SPARC performance "bug"
[I've submitted this as a bug report at bugs.sun.com. I'd be interested in comments however].
Compile the following code with Sun Studio Express 2006-06, with
"-fast -xarch=v9b -xia" (on an UltraIIICu arch). (I require -xia because
this in interval based code, but it doesn't seem to affect the results).
[code]
#include <algorithm>
#include <cmath>
#define MIN_MAX_MAG 4
#if MIN_MAX_MAG == 1
void min_max_mag(double& x, double& y) {
if (fabs(x) > fabs(y))
std::swap(x, y);
}
#elif MIN_MAX_MAG == 2
void min_max_mag(double& x, double& y) {
if (fabs(x) > fabs(y)) {
double t = x;
x = y;
y = t;
}
}
#elif MIN_MAX_MAG == 3
void min_max_mag(double& x, double& y) {
double x_ = x;
double y_ = y;
bool do_swap = fabs(x) > fabs(y);
if (do_swap)
x_ = y;
if (do_swap)
y_ = x;
y = y_;
x = x_;
}
#elif MIN_MAX_MAG == 4
void min_max_mag(double& x, double& y) {
double x_ = x;
double y_ = y;
if (fabs(x) > fabs(y)) {
x_ = y;
y_ = x;
}
y = y_;
x = x_;
}
#elif MIN_MAX_MAG == 5
void min_max_mag(double& x, double& y) {
double x_ = x;
double y_ = y;
if (fabs(x) > fabs(y))
x_ = y;
if (fabs(x) > fabs(y))
y_ = x;
y = y_;
x = x_;
}
#endif
void add_error(double x, double y, double& r, double& e) {
r = x + y;
min_max_mag(x, y);
double t = y - r;
e = x + t;
}
[/code]
All the versions of min_max_mag have the same "result".

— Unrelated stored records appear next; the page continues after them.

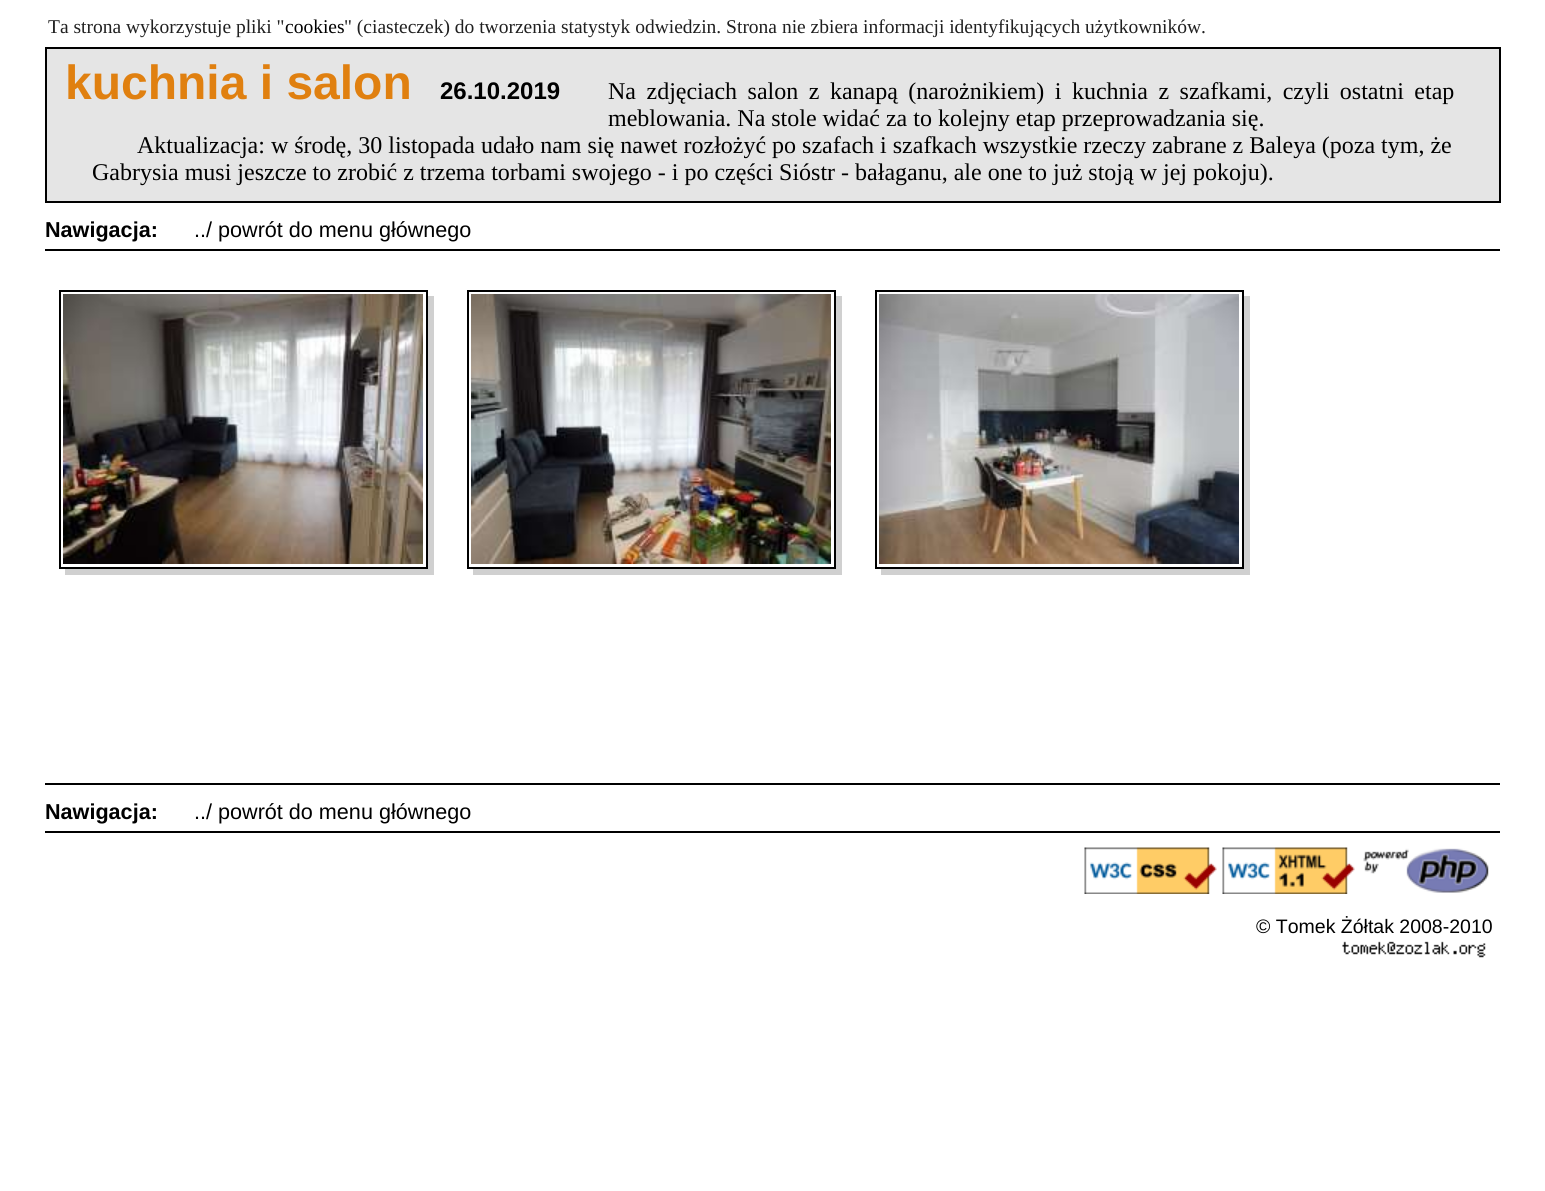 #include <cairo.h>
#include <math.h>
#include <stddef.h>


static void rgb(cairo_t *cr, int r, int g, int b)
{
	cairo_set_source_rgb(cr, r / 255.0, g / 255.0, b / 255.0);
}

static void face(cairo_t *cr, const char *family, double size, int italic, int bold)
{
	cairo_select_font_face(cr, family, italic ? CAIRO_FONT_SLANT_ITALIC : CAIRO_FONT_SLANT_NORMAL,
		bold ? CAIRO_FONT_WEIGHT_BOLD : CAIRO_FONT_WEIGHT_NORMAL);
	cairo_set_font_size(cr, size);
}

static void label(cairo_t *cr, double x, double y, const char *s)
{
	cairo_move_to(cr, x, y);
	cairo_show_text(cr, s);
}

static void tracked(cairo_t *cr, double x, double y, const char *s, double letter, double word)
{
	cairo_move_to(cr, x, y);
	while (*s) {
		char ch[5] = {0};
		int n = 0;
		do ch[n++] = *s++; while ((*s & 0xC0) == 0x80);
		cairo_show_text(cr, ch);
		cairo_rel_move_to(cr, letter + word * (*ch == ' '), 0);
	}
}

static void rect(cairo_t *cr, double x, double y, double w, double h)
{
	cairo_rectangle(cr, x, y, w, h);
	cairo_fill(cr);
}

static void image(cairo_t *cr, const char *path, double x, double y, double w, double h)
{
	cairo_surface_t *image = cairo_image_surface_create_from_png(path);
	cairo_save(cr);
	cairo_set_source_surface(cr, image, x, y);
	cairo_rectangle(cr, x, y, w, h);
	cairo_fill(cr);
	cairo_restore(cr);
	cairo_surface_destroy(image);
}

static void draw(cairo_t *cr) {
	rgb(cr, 255, 255, 255);
	cairo_paint(cr);
	face(cr, "Liberation Serif", 19.5, 0, 0);
	rgb(cr, 32, 32, 32);
	label(cr, 48, 33, "Ta strona wykorzystuje pliki \"");
	rgb(cr, 0, 0, 0);
	label(cr, 285, 33, "cookies");
	rgb(cr, 32, 32, 32);
	label(cr, 344, 33, "\" (ciasteczek) do tworzenia statystyk odwiedzin. Strona nie zbiera informacji identyfikujących użytkowników.");
	rgb(cr, 229, 229, 229);
	rect(cr, 47, 49, 1452, 152);
	rgb(cr, 0, 0, 0);
	rect(cr, 45, 47, 1455, 2);
	rect(cr, 1499, 47, 2, 156);
	rect(cr, 45, 201, 1455, 2);
	rect(cr, 45, 47, 2, 156);
	face(cr, "Liberation Sans", 48, 0, 1);
	rgb(cr, 224, 128, 16);
	label(cr, 65, 99, "kuchnia i salon");
	face(cr, "Liberation Sans", 24, 0, 1);
	rgb(cr, 0, 0, 0);
	label(cr, 440, 99, "26.10.2019");
	face(cr, "Liberation Serif", 24, 0, 0);
	tracked(cr, 608, 99, "Na zdjęciach salon z kanapą (narożnikiem) i kuchnia z szafkami, czyli ostatni etap", 0, 4.5);
	label(cr, 608, 126, "meblowania. Na stole widać za to kolejny etap przeprowadzania się.");
	label(cr, 137, 153, "Aktualizacja: w środę, 30 listopada udało nam się nawet rozłożyć po szafach i szafkach wszystkie rzeczy zabrane z Baleya (poza tym, że");
	label(cr, 92, 180, "Gabrysia musi jeszcze to zrobić z trzema torbami swojego - i po części Sióstr - bałaganu, ale one to już stoją w jej pokoju).");
	rect(cr, 45, 249, 1455, 2);
	face(cr, "Liberation Sans", 21.6, 0, 1);
	label(cr, 45, 237, "Nawigacja:");
	face(cr, "Liberation Sans", 21.6, 0, 0);
	label(cr, 194, 237, "../ powrót do menu głównego");
	rect(cr, 45, 783, 1455, 2);
	rgb(cr, 208, 208, 208);
	rect(cr, 65, 296, 369, 279);
	rgb(cr, 255, 255, 255);
	rect(cr, 65, 296, 361, 271);
	cairo_rectangle(cr, 60, 291, 367, 277);
	rgb(cr, 0, 0, 0);
	cairo_stroke(cr);
	image(cr, "image0.png", 63, 294, 360, 270);
	rgb(cr, 208, 208, 208);
	rect(cr, 473, 296, 369, 279);
	rgb(cr, 255, 255, 255);
	rect(cr, 473, 296, 361, 271);
	cairo_rectangle(cr, 468, 291, 367, 277);
	rgb(cr, 0, 0, 0);
	cairo_stroke(cr);
	image(cr, "image1.png", 471, 294, 360, 270);
	rgb(cr, 208, 208, 208);
	rect(cr, 881, 296, 369, 279);
	rgb(cr, 255, 255, 255);
	rect(cr, 881, 296, 361, 271);
	cairo_rectangle(cr, 876, 291, 367, 277);
	rgb(cr, 0, 0, 0);
	cairo_stroke(cr);
	image(cr, "image2.png", 879, 294, 360, 270);
	rect(cr, 45, 831, 1455, 2);
	face(cr, "Liberation Sans", 21.6, 0, 1);
	label(cr, 45, 819, "Nawigacja:");
	face(cr, "Liberation Sans", 21.6, 0, 0);
	label(cr, 194, 819, "../ powrót do menu głównego");
	image(cr, "image3.png", 1084, 847, 133, 47);
	image(cr, "image4.png", 1222, 847, 133, 47);
	image(cr, "image5.png", 1363, 848, 126, 45);
	face(cr, "Liberation Sans", 19.5, 0, 0);
	label(cr, 1256, 933, "© Tomek Żółtak 2008-2010");
	image(cr, "image6.png", 1342, 941, 144, 17);
}

int main(void) {
	cairo_surface_t *surface = cairo_image_surface_create(CAIRO_FORMAT_RGB24, 1545, 1191);
	cairo_t *cr = cairo_create(surface);
	cairo_font_options_t *options = cairo_font_options_create();
	cairo_font_options_set_hint_metrics(options, CAIRO_HINT_METRICS_OFF);
	cairo_font_options_set_hint_style(options, CAIRO_HINT_STYLE_NONE);
	cairo_set_font_options(cr, options);
	cairo_set_miter_limit(cr, 4);
	draw(cr);
	cairo_surface_write_to_png(surface, "render.png");
	cairo_font_options_destroy(options);
	cairo_destroy(cr);
	cairo_surface_destroy(surface);
	return 0;
}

It's just that using MIN_MAX_MAG 1 and 2 the compiler produce code that
uses branches whereas MIN_MAX_MAG 3, 4 and 5 uses move-on-condition
(fmov* %fcc*) instructions.
"Should" be compiler be generating move-on-condition instructions for
MIN_MAX_MAG 1 and 2? (where "should" is hard to quantify)
(Note: using Sun Studio 11, only MIN_MAX_MAG 5 had move-on-condition
instructions (although interestingly only when inlined into add_error, not
in min_max_mag itself); the others (3 and 4) had branches.
I'm glad to see there's some improvement that will be available in SS12)
It is interesting comparing the resulting output from SSE 2006-06 using
MIN_MAX_MAG 3, 4 and 5. They are subtly different when I believe they
should be the same.